BEGIN Entries supplied

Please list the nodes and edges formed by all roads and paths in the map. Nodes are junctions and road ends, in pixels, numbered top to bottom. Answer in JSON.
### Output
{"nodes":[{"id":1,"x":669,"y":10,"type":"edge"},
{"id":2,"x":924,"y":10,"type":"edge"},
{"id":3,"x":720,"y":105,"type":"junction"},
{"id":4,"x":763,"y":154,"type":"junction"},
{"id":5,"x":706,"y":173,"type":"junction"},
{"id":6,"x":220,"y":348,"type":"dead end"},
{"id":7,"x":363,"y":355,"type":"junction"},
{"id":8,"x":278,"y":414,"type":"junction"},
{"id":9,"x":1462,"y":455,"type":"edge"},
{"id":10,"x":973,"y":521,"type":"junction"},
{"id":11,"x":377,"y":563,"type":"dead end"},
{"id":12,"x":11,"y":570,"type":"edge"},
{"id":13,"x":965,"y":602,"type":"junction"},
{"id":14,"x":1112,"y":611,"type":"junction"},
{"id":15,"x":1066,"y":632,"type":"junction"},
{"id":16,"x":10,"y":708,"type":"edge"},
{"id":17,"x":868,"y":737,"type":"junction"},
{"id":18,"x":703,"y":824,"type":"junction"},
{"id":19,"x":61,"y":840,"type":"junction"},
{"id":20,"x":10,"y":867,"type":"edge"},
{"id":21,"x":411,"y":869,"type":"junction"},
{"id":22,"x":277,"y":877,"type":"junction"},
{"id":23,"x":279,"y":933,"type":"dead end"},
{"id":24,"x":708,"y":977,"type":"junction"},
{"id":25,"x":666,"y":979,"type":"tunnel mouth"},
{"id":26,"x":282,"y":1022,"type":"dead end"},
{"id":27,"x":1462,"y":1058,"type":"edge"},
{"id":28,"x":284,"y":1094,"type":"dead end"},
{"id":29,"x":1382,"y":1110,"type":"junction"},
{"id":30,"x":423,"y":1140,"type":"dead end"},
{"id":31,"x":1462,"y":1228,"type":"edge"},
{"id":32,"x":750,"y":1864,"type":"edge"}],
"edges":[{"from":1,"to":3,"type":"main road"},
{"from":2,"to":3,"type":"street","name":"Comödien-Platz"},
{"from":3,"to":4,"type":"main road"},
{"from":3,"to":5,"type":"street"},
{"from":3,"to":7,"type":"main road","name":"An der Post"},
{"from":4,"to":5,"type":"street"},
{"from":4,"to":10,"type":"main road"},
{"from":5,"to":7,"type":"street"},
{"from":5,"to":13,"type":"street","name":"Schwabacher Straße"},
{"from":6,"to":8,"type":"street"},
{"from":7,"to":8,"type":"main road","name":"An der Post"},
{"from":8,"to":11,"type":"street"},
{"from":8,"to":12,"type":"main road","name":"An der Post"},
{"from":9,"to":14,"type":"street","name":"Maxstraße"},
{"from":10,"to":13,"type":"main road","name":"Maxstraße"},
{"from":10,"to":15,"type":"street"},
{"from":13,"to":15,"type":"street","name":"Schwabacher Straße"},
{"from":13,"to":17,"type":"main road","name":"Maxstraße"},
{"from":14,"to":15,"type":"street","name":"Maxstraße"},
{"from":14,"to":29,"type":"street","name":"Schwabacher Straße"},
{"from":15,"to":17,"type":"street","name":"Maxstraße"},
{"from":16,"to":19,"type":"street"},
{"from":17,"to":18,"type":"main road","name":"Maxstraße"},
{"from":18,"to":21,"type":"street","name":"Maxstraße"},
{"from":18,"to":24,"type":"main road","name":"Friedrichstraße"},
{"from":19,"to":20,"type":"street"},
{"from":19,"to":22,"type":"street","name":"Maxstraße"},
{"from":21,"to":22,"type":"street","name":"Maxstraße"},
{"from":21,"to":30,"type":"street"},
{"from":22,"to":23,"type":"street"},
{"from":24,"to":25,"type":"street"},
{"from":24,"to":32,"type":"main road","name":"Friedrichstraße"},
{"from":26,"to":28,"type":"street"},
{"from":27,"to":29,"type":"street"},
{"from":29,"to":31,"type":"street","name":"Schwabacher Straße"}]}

END Entries supplied

Task requirements.
Retype each record, matching it exactly.

Your solution.
Please list the nodes and edges formed by all roads and paths in the map. Nodes are junctions and road ends, in pixels, numbered top to bottom. Answer in JSON.
### Output
{"nodes":[{"id":1,"x":669,"y":10,"type":"edge"},
{"id":2,"x":924,"y":10,"type":"edge"},
{"id":3,"x":720,"y":105,"type":"junction"},
{"id":4,"x":763,"y":154,"type":"junction"},
{"id":5,"x":706,"y":173,"type":"junction"},
{"id":6,"x":220,"y":348,"type":"dead end"},
{"id":7,"x":363,"y":355,"type":"junction"},
{"id":8,"x":278,"y":414,"type":"junction"},
{"id":9,"x":1462,"y":455,"type":"edge"},
{"id":10,"x":973,"y":521,"type":"junction"},
{"id":11,"x":377,"y":563,"type":"dead end"},
{"id":12,"x":11,"y":570,"type":"edge"},
{"id":13,"x":965,"y":602,"type":"junction"},
{"id":14,"x":1112,"y":611,"type":"junction"},
{"id":15,"x":1066,"y":632,"type":"junction"},
{"id":16,"x":10,"y":708,"type":"edge"},
{"id":17,"x":868,"y":737,"type":"junction"},
{"id":18,"x":703,"y":824,"type":"junction"},
{"id":19,"x":61,"y":840,"type":"junction"},
{"id":20,"x":10,"y":867,"type":"edge"},
{"id":21,"x":411,"y":869,"type":"junction"},
{"id":22,"x":277,"y":877,"type":"junction"},
{"id":23,"x":279,"y":933,"type":"dead end"},
{"id":24,"x":708,"y":977,"type":"junction"},
{"id":25,"x":666,"y":979,"type":"tunnel mouth"},
{"id":26,"x":282,"y":1022,"type":"dead end"},
{"id":27,"x":1462,"y":1058,"type":"edge"},
{"id":28,"x":284,"y":1094,"type":"dead end"},
{"id":29,"x":1382,"y":1110,"type":"junction"},
{"id":30,"x":423,"y":1140,"type":"dead end"},
{"id":31,"x":1462,"y":1228,"type":"edge"},
{"id":32,"x":750,"y":1864,"type":"edge"}],
"edges":[{"from":1,"to":3,"type":"main road"},
{"from":2,"to":3,"type":"street","name":"Comödien-Platz"},
{"from":3,"to":4,"type":"main road"},
{"from":3,"to":5,"type":"street"},
{"from":3,"to":7,"type":"main road","name":"An der Post"},
{"from":4,"to":5,"type":"street"},
{"from":4,"to":10,"type":"main road"},
{"from":5,"to":7,"type":"street"},
{"from":5,"to":13,"type":"street","name":"Schwabacher Straße"},
{"from":6,"to":8,"type":"street"},
{"from":7,"to":8,"type":"main road","name":"An der Post"},
{"from":8,"to":11,"type":"street"},
{"from":8,"to":12,"type":"main road","name":"An der Post"},
{"from":9,"to":14,"type":"street","name":"Maxstraße"},
{"from":10,"to":13,"type":"main road","name":"Maxstraße"},
{"from":10,"to":15,"type":"street"},
{"from":13,"to":15,"type":"street","name":"Schwabacher Straße"},
{"from":13,"to":17,"type":"main road","name":"Maxstraße"},
{"from":14,"to":15,"type":"street","name":"Maxstraße"},
{"from":14,"to":29,"type":"street","name":"Schwabacher Straße"},
{"from":15,"to":17,"type":"street","name":"Maxstraße"},
{"from":16,"to":19,"type":"street"},
{"from":17,"to":18,"type":"main road","name":"Maxstraße"},
{"from":18,"to":21,"type":"street","name":"Maxstraße"},
{"from":18,"to":24,"type":"main road","name":"Friedrichstraße"},
{"from":19,"to":20,"type":"street"},
{"from":19,"to":22,"type":"street","name":"Maxstraße"},
{"from":21,"to":22,"type":"street","name":"Maxstraße"},
{"from":21,"to":30,"type":"street"},
{"from":22,"to":23,"type":"street"},
{"from":24,"to":25,"type":"street"},
{"from":24,"to":32,"type":"main road","name":"Friedrichstraße"},
{"from":26,"to":28,"type":"street"},
{"from":27,"to":29,"type":"street"},
{"from":29,"to":31,"type":"street","name":"Schwabacher Straße"}]}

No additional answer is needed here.